Across the entries below, please work out how many lines contain the string "Court" and give only the number.

RECORDS FOR THE EXERCISE -
- - - - - - -

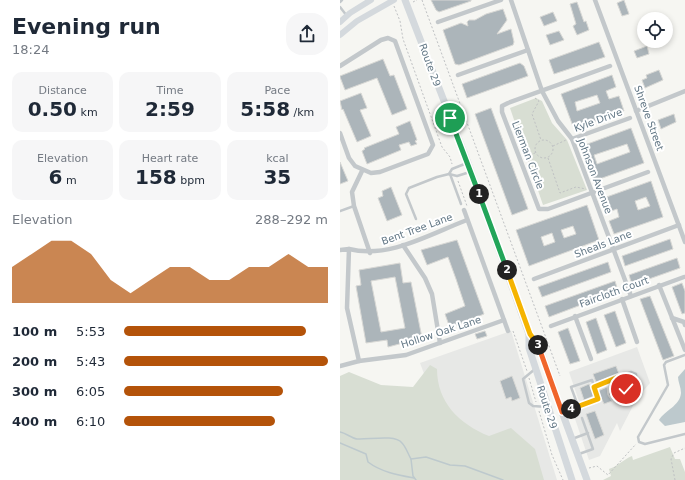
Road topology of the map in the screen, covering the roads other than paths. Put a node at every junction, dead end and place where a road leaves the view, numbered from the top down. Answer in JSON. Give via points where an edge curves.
{"nodes":[{"id":1,"x":371,"y":0,"type":"edge"},
{"id":2,"x":394,"y":0,"type":"edge"},
{"id":3,"x":405,"y":0,"type":"edge"},
{"id":4,"x":500,"y":0,"type":"edge"},
{"id":5,"x":511,"y":0,"type":"edge"},
{"id":6,"x":595,"y":0,"type":"edge"},
{"id":7,"x":340,"y":7,"type":"edge"},
{"id":8,"x":342,"y":19,"type":"edge"},
{"id":9,"x":438,"y":22,"type":"dead end"},
{"id":10,"x":340,"y":36,"type":"edge"},
{"id":11,"x":528,"y":50,"type":"junction"},
{"id":12,"x":340,"y":66,"type":"edge"},
{"id":13,"x":610,"y":66,"type":"dead end"},
{"id":14,"x":458,"y":75,"type":"dead end"},
{"id":15,"x":542,"y":91,"type":"junction"},
{"id":16,"x":685,"y":91,"type":"edge"},
{"id":17,"x":636,"y":111,"type":"junction"},
{"id":18,"x":630,"y":118,"type":"dead end"},
{"id":19,"x":340,"y":133,"type":"edge"},
{"id":20,"x":570,"y":139,"type":"junction"},
{"id":21,"x":468,"y":163,"type":"junction"},
{"id":22,"x":362,"y":171,"type":"junction"},
{"id":23,"x":471,"y":172,"type":"junction"},
{"id":24,"x":648,"y":172,"type":"dead end"},
{"id":25,"x":449,"y":174,"type":"junction"},
{"id":26,"x":590,"y":190,"type":"junction"},
{"id":27,"x":462,"y":204,"type":"dead end"},
{"id":28,"x":354,"y":206,"type":"junction"},
{"id":29,"x":464,"y":210,"type":"dead end"},
{"id":30,"x":340,"y":211,"type":"edge"},
{"id":31,"x":416,"y":220,"type":"dead end"},
{"id":32,"x":467,"y":220,"type":"junction"},
{"id":33,"x":679,"y":225,"type":"junction"},
{"id":34,"x":685,"y":242,"type":"edge"},
{"id":35,"x":403,"y":245,"type":"junction"},
{"id":36,"x":349,"y":249,"type":"junction"},
{"id":37,"x":614,"y":249,"type":"junction"},
{"id":38,"x":340,"y":250,"type":"edge"},
{"id":39,"x":370,"y":253,"type":"junction"},
{"id":40,"x":684,"y":277,"type":"dead end"},
{"id":41,"x":534,"y":279,"type":"dead end"},
{"id":42,"x":659,"y":285,"type":"junction"},
{"id":43,"x":631,"y":296,"type":"junction"},
{"id":44,"x":622,"y":299,"type":"junction"},
{"id":45,"x":575,"y":316,"type":"junction"},
{"id":46,"x":672,"y":318,"type":"junction"},
{"id":47,"x":504,"y":320,"type":"junction"},
{"id":48,"x":685,"y":325,"type":"edge"},
{"id":49,"x":551,"y":326,"type":"dead end"},
{"id":50,"x":508,"y":331,"type":"dead end"},
{"id":51,"x":530,"y":334,"type":"junction"},
{"id":52,"x":637,"y":342,"type":"dead end"},
{"id":53,"x":440,"y":343,"type":"junction"},
{"id":54,"x":685,"y":350,"type":"edge"},
{"id":55,"x":685,"y":355,"type":"edge"},
{"id":56,"x":591,"y":359,"type":"dead end"},
{"id":57,"x":359,"y":361,"type":"junction"},
{"id":58,"x":340,"y":365,"type":"edge"},
{"id":59,"x":535,"y":369,"type":"junction"},
{"id":60,"x":620,"y":377,"type":"junction"},
{"id":61,"x":594,"y":387,"type":"junction"},
{"id":62,"x":626,"y":389,"type":"junction"},
{"id":63,"x":610,"y":394,"type":"dead end"},
{"id":64,"x":578,"y":406,"type":"junction"},
{"id":65,"x":547,"y":408,"type":"junction"},
{"id":66,"x":562,"y":412,"type":"junction"},
{"id":67,"x":582,"y":418,"type":"dead end"},
{"id":68,"x":588,"y":433,"type":"junction"},
{"id":69,"x":685,"y":434,"type":"edge"},
{"id":70,"x":571,"y":439,"type":"junction"},
{"id":71,"x":577,"y":454,"type":"junction"},
{"id":72,"x":572,"y":480,"type":"edge"},
{"id":73,"x":587,"y":480,"type":"edge"}],
"edges":[{"from":1,"to":8,"type":"street"},
{"from":2,"to":10,"type":"street","via":[[357,21]]},
{"from":3,"to":21,"type":"main road","name":"Route 29"},
{"from":4,"to":9,"type":"street"},
{"from":5,"to":11,"type":"street","name":"Johnson Avenue"},
{"from":6,"to":17,"type":"street","name":"Shreve Street"},
{"from":7,"to":8,"type":"lane"},
{"from":11,"to":14,"type":"street"},
{"from":11,"to":15,"type":"street","name":"Johnson Avenue"},
{"from":12,"to":22,"type":"street","via":[[381,40],[388,38],[395,41],[433,145],[428,154],[380,172]]},
{"from":13,"to":15,"type":"street","name":"Lierman Circle"},
{"from":15,"to":20,"type":"street","name":"Johnson Avenue"},
{"from":15,"to":26,"type":"street","name":"Lierman Circle","via":[[502,106],[502,112],[539,209],[548,209]]},
{"from":16,"to":17,"type":"street"},
{"from":17,"to":33,"type":"street","name":"Shreve Street"},
{"from":18,"to":20,"type":"street","name":"Kyle Drive"},
{"from":19,"to":22,"type":"street","via":[[349,158]]},
{"from":20,"to":26,"type":"street","name":"Johnson Avenue"},
{"from":21,"to":23,"type":"main road","name":"Route 29"},
{"from":21,"to":25,"type":"lane","via":[[452,169]]},
{"from":22,"to":28,"type":"street","via":[[352,192]]},
{"from":23,"to":25,"type":"lane","via":[[455,177]]},
{"from":23,"to":51,"type":"main road","name":"Route 29"},
{"from":24,"to":26,"type":"street","name":"Lierman Circle"},
{"from":25,"to":27,"type":"lane"},
{"from":25,"to":31,"type":"lane","via":[[416,184],[406,191]]},
{"from":26,"to":37,"type":"street","name":"Johnson Avenue"},
{"from":28,"to":30,"type":"lane"},
{"from":28,"to":39,"type":"street"},
{"from":29,"to":32,"type":"street"},
{"from":32,"to":35,"type":"street","name":"Bent Tree Lane"},
{"from":32,"to":47,"type":"street"},
{"from":33,"to":34,"type":"street","name":"Shreve Street"},
{"from":33,"to":37,"type":"street","name":"Sheals Lane"},
{"from":35,"to":39,"type":"street","name":"Bent Tree Lane","via":[[384,252]]},
{"from":35,"to":53,"type":"street","via":[[425,278],[432,294]]},
{"from":36,"to":38,"type":"street","name":"Bent Tree Lane"},
{"from":36,"to":39,"type":"street","name":"Bent Tree Lane"},
{"from":36,"to":57,"type":"street","via":[[347,308]]},
{"from":37,"to":41,"type":"street","name":"Sheals Lane"},
{"from":37,"to":43,"type":"street","name":"Johnson Avenue"},
{"from":40,"to":42,"type":"street","name":"Faircloth Court"},
{"from":42,"to":43,"type":"street","name":"Faircloth Court"},
{"from":42,"to":46,"type":"street"},
{"from":43,"to":44,"type":"street","name":"Faircloth Court"},
{"from":44,"to":45,"type":"street","name":"Faircloth Court"},
{"from":44,"to":52,"type":"street"},
{"from":45,"to":49,"type":"street","name":"Faircloth Court"},
{"from":45,"to":56,"type":"street"},
{"from":46,"to":48,"type":"street","via":[[684,322]]},
{"from":46,"to":54,"type":"street"},
{"from":47,"to":50,"type":"street"},
{"from":47,"to":53,"type":"street","name":"Hollow Oak Lane"},
{"from":51,"to":59,"type":"main road","name":"Route 29","via":[[529,348]]},
{"from":51,"to":66,"type":"main road","name":"Route 29","via":[[539,346]]},
{"from":53,"to":57,"type":"street","name":"Hollow Oak Lane","via":[[406,355]]},
{"from":55,"to":69,"type":"lane","via":[[664,365],[668,385],[638,437],[639,442],[645,444]]},
{"from":57,"to":58,"type":"street","name":"Hollow Oak Lane"},
{"from":59,"to":65,"type":"main road","name":"Route 29"},
{"from":59,"to":65,"type":"lane","via":[[523,379],[529,403]]},
{"from":60,"to":61,"type":"lane"},
{"from":60,"to":62,"type":"lane"},
{"from":60,"to":62,"type":"lane","via":[[631,372],[636,374],[636,380]]},
{"from":61,"to":64,"type":"lane","via":[[600,398]]},
{"from":61,"to":64,"type":"lane","via":[[592,380],[571,387]]},
{"from":62,"to":63,"type":"lane"},
{"from":64,"to":66,"type":"lane"},
{"from":65,"to":72,"type":"main road","name":"Route 29"},
{"from":66,"to":70,"type":"main road","name":"Route 29"},
{"from":67,"to":68,"type":"lane"},
{"from":68,"to":70,"type":"lane"},
{"from":68,"to":71,"type":"lane","via":[[593,449]]},
{"from":70,"to":71,"type":"main road","name":"Route 29"},
{"from":71,"to":73,"type":"main road","name":"Route 29"}]}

- - - - - - -

EXERCISE RESULT - 5